2

My understanding is that warp is a group of threads that defined at runtime through the task scheduler, one performance critical part of CUDA is the divergence of threads within a warp, is there a way to make a good guess of how the hardware will construct warps within a thread block?

For instance I have start a kernel with 1024 threads in a thread block, how is the warps be arranged, can I tell that (or at least make a good guess) from the thread index?

Since by doing this, one can minimize the divergence of threads within a given warp.

einpoklum
  • 118,144
  • 57
  • 340
  • 684
user0002128
  • 2,785
  • 2
  • 23
  • 40
  • 1
    You may be interested in my answer to [this question](http://stackoverflow.com/questions/15044671/how-is-the-2d-thread-blocks-padded-for-warp-scheduling/15044884#15044884). – Robert Crovella Mar 07 '13 at 16:14
  • This question is not actually about CUDA specifically, it applies when using OpenCL as well. – einpoklum Nov 09 '16 at 09:26

2 Answers2

5

The thread arrangement inside the warp is implementation dependant but atm I have experienced always the same behavior:

A warp is composed by 32 threads but the warp scheduller will issue 1 instruction for halp a warp each time (16 threads)

  • If you use 1D blocks (only threadIdx.x dimension is valid) then the warp scheduller will issue 1 instruction for threadIdx.x = (0..15) (16..31) ... etc

  • If you use 2D blocks (threadIdx.x and threadIdx.y dimension are valid) then the warp scheduller will try to issue following this fashion:

threadIdx.y = 0 threadIdx.x = (0 ..15) (16..31) ... etc

so, the threads with consecutive threadIdx.x component will execute the same instruction in groups of 16.

Dredok
  • 807
  • 1
  • 9
  • 30
  • This answer is correct only for devices with compute architecture 1.x. In devices with compute architecture 2.x and 3.x the warps are issued in groups of 32. – RoBiK Mar 07 '13 at 10:07
  • well yes, and no. 1 warp scheduller will issue for only half a warp anyways, so for example the 2 warp scheduller present in Fermi can issue 1 instruction for warp X and another one for warp Y, each one will be executed by 16 threads ... – Dredok Mar 07 '13 at 10:21
  • yes and no indeed :) To be precise, Fermi scheduler schedules the whole warp but the warp is issued in two half warps. Kepler schedules and issues the whole warp. But when talking about thread divergence, the important thing is how the warp is scheduled, if it is afterward issued at once or in two steps makes no difference. The important thing is that a warp PC can not have two different values for the two half-warps, they have to execute the same instruction. – RoBiK Mar 07 '13 at 10:53
  • Oh and when talking about how parts of a warp are actually issued over multiple clock cycles, device of compute capability 1.x actually issued a warp in 4 cycles. – RoBiK Mar 07 '13 at 10:58
  • yep you are right. The entire warp will have to "wait" due to any divergence in any half warp. – Dredok Mar 07 '13 at 11:14
  • In nVIDIA's Pascal cards (Compute Capability 6.x, GTX 1080 and Tesla P100), issues are of quarter-warps rather than half-warps. – einpoklum Nov 09 '16 at 09:28
2

A warp consists of 32 threads that will be executed at the same time. At any given time a batch of 32 will be executing on the GPU, and this is called a warp.

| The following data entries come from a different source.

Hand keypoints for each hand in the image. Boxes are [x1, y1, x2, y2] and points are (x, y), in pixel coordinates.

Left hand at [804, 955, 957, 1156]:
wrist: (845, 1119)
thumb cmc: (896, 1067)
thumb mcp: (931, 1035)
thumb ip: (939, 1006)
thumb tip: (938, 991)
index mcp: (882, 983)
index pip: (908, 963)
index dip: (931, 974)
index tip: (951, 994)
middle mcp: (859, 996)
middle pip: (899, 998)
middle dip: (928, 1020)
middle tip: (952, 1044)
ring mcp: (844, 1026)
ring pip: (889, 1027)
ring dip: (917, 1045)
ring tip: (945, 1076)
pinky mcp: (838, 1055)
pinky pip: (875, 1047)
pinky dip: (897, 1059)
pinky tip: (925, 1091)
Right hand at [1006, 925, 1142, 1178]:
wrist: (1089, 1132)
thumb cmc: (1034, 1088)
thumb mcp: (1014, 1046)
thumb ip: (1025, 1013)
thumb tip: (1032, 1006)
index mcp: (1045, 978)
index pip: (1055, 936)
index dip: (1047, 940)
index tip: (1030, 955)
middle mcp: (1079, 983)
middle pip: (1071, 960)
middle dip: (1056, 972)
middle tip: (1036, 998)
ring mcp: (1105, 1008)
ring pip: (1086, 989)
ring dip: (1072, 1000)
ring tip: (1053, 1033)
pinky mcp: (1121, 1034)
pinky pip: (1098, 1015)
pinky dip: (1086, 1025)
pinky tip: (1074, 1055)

I haven't found anywhere that states that you can control what warp is going to execute next, the only thing you know is that it consists of 32 threads and that a threadblock should always be a multiple of that number.

Threads in a single block will be executed on a single multiprocessor, sharing the software data cache, and can synchronize and share data with threads in the same block; a warp will always be a subset of threads from a single block.

There is also this, with regards to memory operations and latency:

When the threads in a warp issue a device memory operation, that instruction will take a very long time, perhaps hundreds of clock cycles, due to the long memory latency. Mainstream architectures would add a cache memory hierarchy to reduce the latency, and Fermi does include some hardware caches, but mostly GPUs are designed for stream or throughput computing, where cache memories are ineffective. Instead, these GPUs tolerate memory latency by using a high degree of multithreading. A Tesla supports up to 32 active warps on each multiprocessor, and a Fermi supports up to 48. When one warp stalls on a memory operation, the multiprocessor selects another ready warp and switches to that one. In this way, the cores can be productive as long as there is enough parallelism to keep them busy.

source

With regards to dividing up threadblocks into warps, I have found this:

if the block is 2D or 3D, the threads are ordered by first dimension, then second, then third – then split into warps of 32

source

Tony The Lion
  • 61,704
  • 67
  • 242
  • 415